As I've been working on adding more diverse data sets to IGB, I've come to the conclusion that the lack of standardized configuration data for quickloads (and possibly other portions) will become more of a problem. For example, currently IGB uses a set of regular expressions on the annotation name to configure IGB's web lookup for gene model information. This is counter-intuitive.
Additionally, as IGB becomes more complex, the lack of a standard definition makes it difficult to automate the process to check if a quickload directory has the proper information and that that information is valid.
As a first attempt, I've whipped up some XSD (XML definition) files to show where I'm going with this. These are barely a first draft.
A contents.xml file will replace the contents.txt file.
The xml file has basically the same information as contents.txt, but also adds a field for data format (2BIT or BNIB), a count of the number of sequences for a genome, and a version date & time to specify when the directory was last updated.
A sequences.xml file will replace both mod_chromInfo.txt and annots.xml.
Sequences.xml will contain all of the annotation information in annots.xml, but also adds a field for the gene annotation url and name (the information that currently live in igb_default_prefs.xml).
Sequences.xml will also contain the sequence information in mod_chromInfo.txt. Since IGB is moving towards accessing sequencing information from a single file, I thought it would be best if the filename of the sequence file was also included.
The files are in XML as IGB already uses this file format.
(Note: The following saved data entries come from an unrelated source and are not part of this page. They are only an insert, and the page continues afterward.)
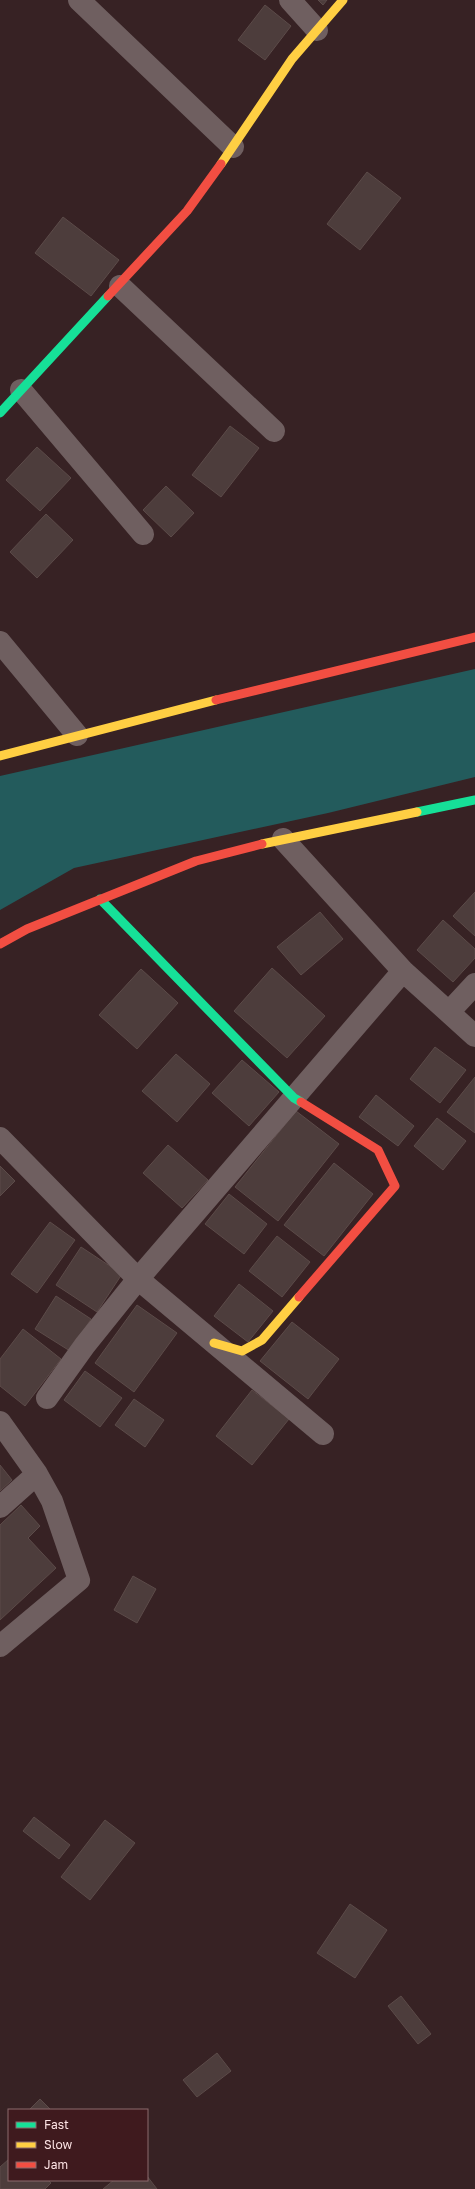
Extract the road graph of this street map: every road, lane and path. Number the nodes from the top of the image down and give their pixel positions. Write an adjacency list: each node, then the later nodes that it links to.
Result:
1 (79, 0): 5 (street)
2 (290, 0): 4 (street)
3 (343, 0): 4 (street)
4 (317, 30): 5 (street)
5 (233, 147): 6 (street)
6 (120, 286): 7 (street); 9 (street)
7 (21, 390): 8 (street); 10 (street)
8 (0, 413)
9 (274, 431)
10 (143, 534)
11 (475, 637): 13 (street)
12 (0, 642): 13 (street)
13 (77, 735): 14 (street)
14 (0, 756)
15 (475, 800): 16 (street)
16 (283, 839): 17 (street); 19 (street)
17 (100, 899): 18 (street); 23 (street)
18 (0, 944)
19 (403, 971): 21 (street); 23 (street)
20 (475, 984): 21 (street)
21 (449, 1012): 22 (street)
22 (475, 1036)
23 (294, 1098): 25 (street); 26 (street)
24 (0, 1138): 25 (street)
25 (138, 1280): 26 (street); 27 (street)
26 (214, 1343): 29 (street)
27 (47, 1398)
28 (0, 1422): 30 (street)
29 (323, 1434)
30 (37, 1474): 31 (street); 32 (street)
31 (0, 1507)
32 (0, 1646)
However, the resultant XML files are not very human friendly. JSON is an alternative to XML that could be considered for this configuration information.
Let me know what you think.
Adam Baxter
Loraine Lab
contents.xsd
sequences.xsd
I think it is a mistake to push QuickLoad further than it already is. Why aren't you building this functionality into DAS/2? In many cases, it likely already has it. Do you really want to create yet another closed custom one off data distribution system? Do you really want to force users to use IGB to access your data? It would be more helpful if you pushed the capabilities of DAS/2 so that people can connect these islands of data with one another and use the application best suited to a particular analysis for the task. You're putting up walls instead of building bridges.
Please realize that my request has nothing to do with the direction of IGB's data connectivity. That's well above my pay grade.
Quickloads is already a one-off custom closed data distribution system. I'm simply trying to standardize it in such a way that it's easier to create and check for correctness.
Going along with this, it would be great if we could allow servers to back each other up. It would be nice to be able to mirror the Bioviz server at multiple locations without confusing IGB. For example, all of them might implement a Whole Sequence load hint for foundation data sets, but IGB would be smart enough not to load them all. It is so incredibly easy to set up a QL site that it would be brilliant if we could mirror them in lots of different places, thus making IGB feel much more responsive and flexible.